Going through the entries below, copy out each line that contains "nodes".

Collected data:
[Start of Attachment]
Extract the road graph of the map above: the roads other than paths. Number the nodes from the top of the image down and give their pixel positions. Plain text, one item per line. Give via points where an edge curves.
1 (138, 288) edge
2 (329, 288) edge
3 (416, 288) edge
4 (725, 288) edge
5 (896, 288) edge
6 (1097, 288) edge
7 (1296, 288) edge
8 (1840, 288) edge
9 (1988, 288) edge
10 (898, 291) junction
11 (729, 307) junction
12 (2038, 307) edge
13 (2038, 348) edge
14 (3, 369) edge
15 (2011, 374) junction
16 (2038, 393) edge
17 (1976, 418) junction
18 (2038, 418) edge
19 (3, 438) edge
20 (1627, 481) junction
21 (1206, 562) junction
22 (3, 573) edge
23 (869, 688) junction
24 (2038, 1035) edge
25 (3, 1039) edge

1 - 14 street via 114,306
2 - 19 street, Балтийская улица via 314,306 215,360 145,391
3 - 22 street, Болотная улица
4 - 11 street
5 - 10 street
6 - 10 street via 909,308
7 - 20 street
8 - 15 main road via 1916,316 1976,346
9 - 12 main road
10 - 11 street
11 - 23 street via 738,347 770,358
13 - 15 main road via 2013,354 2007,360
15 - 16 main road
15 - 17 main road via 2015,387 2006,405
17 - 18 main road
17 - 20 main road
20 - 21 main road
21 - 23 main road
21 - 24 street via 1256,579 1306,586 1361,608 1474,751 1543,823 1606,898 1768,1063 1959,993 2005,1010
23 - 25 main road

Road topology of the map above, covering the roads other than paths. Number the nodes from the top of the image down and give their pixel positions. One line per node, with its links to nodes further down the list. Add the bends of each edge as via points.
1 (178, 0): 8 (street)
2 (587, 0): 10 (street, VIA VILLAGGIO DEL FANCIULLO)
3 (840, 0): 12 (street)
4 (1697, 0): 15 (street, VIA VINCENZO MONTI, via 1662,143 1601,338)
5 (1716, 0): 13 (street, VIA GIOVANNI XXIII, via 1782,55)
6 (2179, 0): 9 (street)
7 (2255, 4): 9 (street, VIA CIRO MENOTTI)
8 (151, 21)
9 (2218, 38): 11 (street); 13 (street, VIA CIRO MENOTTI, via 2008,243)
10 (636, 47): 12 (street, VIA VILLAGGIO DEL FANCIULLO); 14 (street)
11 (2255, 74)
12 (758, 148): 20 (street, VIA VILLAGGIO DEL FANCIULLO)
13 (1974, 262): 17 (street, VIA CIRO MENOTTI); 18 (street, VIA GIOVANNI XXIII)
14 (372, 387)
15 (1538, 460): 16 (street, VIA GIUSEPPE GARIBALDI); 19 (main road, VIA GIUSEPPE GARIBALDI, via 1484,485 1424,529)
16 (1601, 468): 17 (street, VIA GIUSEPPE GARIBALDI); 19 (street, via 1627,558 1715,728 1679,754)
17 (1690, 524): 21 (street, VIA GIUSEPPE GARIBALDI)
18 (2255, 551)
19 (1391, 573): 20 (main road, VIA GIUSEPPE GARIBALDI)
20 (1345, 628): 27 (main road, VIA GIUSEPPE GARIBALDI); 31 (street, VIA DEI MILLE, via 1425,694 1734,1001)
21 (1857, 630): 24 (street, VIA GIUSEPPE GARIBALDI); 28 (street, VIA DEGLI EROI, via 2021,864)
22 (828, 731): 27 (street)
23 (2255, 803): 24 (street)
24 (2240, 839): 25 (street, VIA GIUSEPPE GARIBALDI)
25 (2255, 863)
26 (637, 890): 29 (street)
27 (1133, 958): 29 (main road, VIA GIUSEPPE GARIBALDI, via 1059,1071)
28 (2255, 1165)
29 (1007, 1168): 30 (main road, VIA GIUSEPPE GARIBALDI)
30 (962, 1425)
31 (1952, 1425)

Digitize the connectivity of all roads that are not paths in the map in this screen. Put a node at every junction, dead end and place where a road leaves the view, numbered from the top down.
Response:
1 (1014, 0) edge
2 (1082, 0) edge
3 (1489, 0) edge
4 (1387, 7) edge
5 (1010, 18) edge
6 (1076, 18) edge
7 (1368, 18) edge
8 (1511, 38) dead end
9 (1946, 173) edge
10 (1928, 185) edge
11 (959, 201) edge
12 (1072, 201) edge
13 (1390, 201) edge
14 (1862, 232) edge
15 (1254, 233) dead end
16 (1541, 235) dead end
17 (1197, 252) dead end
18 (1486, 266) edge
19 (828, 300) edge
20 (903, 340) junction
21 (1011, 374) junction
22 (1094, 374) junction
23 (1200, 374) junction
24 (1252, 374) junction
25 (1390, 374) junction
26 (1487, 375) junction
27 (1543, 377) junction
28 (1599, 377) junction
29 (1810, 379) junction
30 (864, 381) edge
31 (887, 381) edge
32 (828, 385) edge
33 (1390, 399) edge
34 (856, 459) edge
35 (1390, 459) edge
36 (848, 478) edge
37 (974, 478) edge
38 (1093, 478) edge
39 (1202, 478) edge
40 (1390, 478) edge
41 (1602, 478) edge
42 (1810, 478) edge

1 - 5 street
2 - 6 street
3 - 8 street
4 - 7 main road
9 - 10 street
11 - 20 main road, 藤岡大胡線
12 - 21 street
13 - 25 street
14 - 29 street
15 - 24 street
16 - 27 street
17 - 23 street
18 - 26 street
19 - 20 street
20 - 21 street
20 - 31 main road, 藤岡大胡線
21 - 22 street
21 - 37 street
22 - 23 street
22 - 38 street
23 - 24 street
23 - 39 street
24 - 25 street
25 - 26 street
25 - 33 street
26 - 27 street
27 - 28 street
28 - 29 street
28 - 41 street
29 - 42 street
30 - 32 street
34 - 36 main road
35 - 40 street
[End of Attachment]
- Response to this exercise
Extract the road graph of the map above: the roads other than paths. Number the nodes from the top of the image down and give their pixel positions. Plain text, one item per line. Give via points where an edge curves.
Road topology of the map above, covering the roads other than paths. Number the nodes from the top of the image down and give their pixel positions. One line per node, with its links to nodes further down the list. Add the bends of each edge as via points.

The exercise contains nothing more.